In a judgment of 24 August 2018, however, Males J sitting in the Commercial Court discharged the injunction. Reviewing the case law, it was clear that the courts had a power to restrain “unconscionable” conduct and that, in principle, pursuing a section 1782 order could amount to an unconscionable interference with the fair disposal of proceedings in England. However, on the facts of the case, the threshold of unconscionability was not met, based on several factors:

  • Significantly, the district court had granted the order to obtain evidence for use in the BVI and Cypriot proceedings. While the English courts had an interest in protecting the integrity of their own proceedings and English-seated arbitrations, it was not their role to police the conduct of foreign litigations. Moreover, it could not be said that the London arbitrations were the “lead proceedings”.
  • Given that the US courts had repeatedly dismissed Dreymoor’s objections and held that non-disclosure had already prejudiced EuroChem, it would be a “serious breach of comity” to overrule their conclusions.
  • While the section 1782 order may have an effect on Dreymoor’s preparation for the arbitral hearings, this was “entirely a problem of Dreymoor’s own making” given its successful efforts to delay the enforcement of the order by over a year.
  • Although in previous cases the court had been concerned that pre-trial depositions would allow one party two bites at the cherry to cross-examine a witness, this was less of a concern in the instant case. Due to the existence of multiple proceedings in different jurisdictions, it was likely that all parties’ witnesses would be examined more than once.

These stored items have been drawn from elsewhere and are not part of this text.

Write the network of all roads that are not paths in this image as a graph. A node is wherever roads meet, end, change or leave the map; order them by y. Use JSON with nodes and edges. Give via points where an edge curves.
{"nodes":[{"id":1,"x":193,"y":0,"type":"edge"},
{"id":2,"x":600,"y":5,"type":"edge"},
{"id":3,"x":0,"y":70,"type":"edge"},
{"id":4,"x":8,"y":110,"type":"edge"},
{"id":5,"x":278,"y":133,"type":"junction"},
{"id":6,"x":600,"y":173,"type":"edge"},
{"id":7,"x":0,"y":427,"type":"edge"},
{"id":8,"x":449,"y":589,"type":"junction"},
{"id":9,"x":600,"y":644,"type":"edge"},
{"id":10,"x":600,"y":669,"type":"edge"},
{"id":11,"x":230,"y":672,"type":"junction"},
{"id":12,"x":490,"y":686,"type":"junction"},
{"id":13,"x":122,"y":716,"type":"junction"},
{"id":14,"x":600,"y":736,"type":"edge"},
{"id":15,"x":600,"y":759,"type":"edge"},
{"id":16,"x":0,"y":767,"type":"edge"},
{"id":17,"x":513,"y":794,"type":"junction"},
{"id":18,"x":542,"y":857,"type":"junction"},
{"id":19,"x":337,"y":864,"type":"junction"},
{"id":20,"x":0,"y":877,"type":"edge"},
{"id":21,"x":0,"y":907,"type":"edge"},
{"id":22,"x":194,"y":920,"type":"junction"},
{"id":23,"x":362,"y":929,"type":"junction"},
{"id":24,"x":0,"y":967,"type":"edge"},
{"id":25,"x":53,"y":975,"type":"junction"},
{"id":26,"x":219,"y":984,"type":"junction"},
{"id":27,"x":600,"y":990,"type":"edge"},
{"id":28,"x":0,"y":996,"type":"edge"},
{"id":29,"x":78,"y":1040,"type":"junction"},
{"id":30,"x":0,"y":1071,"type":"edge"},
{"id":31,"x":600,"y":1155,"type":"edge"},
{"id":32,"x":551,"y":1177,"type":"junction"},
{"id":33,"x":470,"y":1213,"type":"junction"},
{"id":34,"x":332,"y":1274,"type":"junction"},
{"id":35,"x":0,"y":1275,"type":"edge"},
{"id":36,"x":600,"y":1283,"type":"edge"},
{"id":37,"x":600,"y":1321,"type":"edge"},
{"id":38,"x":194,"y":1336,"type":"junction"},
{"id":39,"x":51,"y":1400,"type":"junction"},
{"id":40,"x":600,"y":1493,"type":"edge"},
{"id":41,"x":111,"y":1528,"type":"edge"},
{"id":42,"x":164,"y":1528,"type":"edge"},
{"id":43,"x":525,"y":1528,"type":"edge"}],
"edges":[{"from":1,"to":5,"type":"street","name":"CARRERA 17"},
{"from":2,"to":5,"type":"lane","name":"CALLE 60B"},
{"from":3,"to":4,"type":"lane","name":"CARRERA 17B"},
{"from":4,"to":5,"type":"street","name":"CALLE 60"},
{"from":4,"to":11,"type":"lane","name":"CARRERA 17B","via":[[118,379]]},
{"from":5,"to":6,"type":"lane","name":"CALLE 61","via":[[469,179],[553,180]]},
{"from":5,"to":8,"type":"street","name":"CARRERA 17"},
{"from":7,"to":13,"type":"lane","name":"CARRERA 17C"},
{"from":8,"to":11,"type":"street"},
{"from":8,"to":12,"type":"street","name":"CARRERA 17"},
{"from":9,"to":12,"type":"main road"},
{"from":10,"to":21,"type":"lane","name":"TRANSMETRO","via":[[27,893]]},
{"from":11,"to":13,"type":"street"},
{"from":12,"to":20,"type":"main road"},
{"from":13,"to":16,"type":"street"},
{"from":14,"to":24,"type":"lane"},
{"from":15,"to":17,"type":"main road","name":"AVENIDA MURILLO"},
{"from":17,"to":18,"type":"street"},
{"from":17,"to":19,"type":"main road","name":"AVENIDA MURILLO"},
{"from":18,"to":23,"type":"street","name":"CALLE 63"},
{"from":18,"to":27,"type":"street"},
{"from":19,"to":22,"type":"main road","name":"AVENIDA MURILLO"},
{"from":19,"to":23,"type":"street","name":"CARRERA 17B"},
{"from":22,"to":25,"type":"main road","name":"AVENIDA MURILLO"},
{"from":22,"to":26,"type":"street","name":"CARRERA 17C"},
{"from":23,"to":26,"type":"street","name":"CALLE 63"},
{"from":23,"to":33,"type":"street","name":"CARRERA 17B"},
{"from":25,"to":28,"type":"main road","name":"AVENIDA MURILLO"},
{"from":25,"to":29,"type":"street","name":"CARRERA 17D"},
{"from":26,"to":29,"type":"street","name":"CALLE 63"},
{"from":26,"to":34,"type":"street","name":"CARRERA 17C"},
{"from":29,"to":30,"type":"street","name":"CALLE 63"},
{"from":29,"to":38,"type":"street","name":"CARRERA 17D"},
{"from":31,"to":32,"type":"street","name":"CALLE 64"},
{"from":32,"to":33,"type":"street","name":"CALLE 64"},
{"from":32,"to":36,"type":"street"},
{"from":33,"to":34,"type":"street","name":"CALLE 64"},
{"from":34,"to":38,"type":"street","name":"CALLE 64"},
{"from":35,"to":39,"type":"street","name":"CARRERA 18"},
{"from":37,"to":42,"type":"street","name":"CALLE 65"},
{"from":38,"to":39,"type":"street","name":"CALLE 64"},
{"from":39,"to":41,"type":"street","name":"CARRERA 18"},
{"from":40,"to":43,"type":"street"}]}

As such, EuroChem should be permitted to enforce the section 1782 order against Mr Chauhan. It was, however, left to the tribunals to decide whether the evidence so obtained from Mr Chauhan should be admissible in the London arbitrations.

Commentary

The Commercial Court’s decision confirms that the “unconscionability” test outlined by the House of Lords in South Carolina Insurance Co v Assurantie Maatschappij ‘De Zeven Provincien’ NV [1987] 1 AC 24 is a relatively high threshold. The judgment can be contrasted with previous decisions in which courts issued anti-suit injunctions against section 1782 applications – notably, Omega Group Holding Ltd v Kozeny [2002] CLC 132 and Benfield Holdings Ltd v Richardson [2007] EWHC 171 (QB) – on the grounds that US discovery would interfere with the due process of court proceedings in England. One of the key differences in Dreymoor was that Mr Chauhan’s evidence was primarily sought for use in the BVI and Cyprus, suggesting that the courts are unlikely to restrain discovery where the requested evidence is intended for use outside England.

Moreover, on the facts of the case, the court was evidently unimpressed that Dreymoor had fought tooth and nail to avoid its former director giving evidence, and took comfort from the fact that the US courts had considered and rejected its objections on multiple occasions. It is notable that although Dreymoor alleged that US discovery would disrupt the arbitrations, it had also failed to inform the London tribunals of its move to restrain the section 1782 order. While the tribunal’s consent is not strictly necessary for the English courts to grant such an anti-suit or anti-enforcement injunction, the arbitrators’ opinions are likely to carry significant weight in light of their role as procedural gatekeepers. A party in Dreymoor’s position would therefore be well advised to normally consult the arbitral tribunal before making any application to the courts.

Although the court declined to exercise its power in this case, the judgment nevertheless confirms the possibility that, in appropriate cases, the English courts may restrain the use of US discovery procedures in support of London-seated arbitrations. Indeed, it appears that the scope of application of section 1782 continues to grow, with it being increasingly used to obtain e-documents hosted in or accessible from the US. Given the growing popularity of section 1782, therefore, this is unlikely to be the last time that the courts face this issue.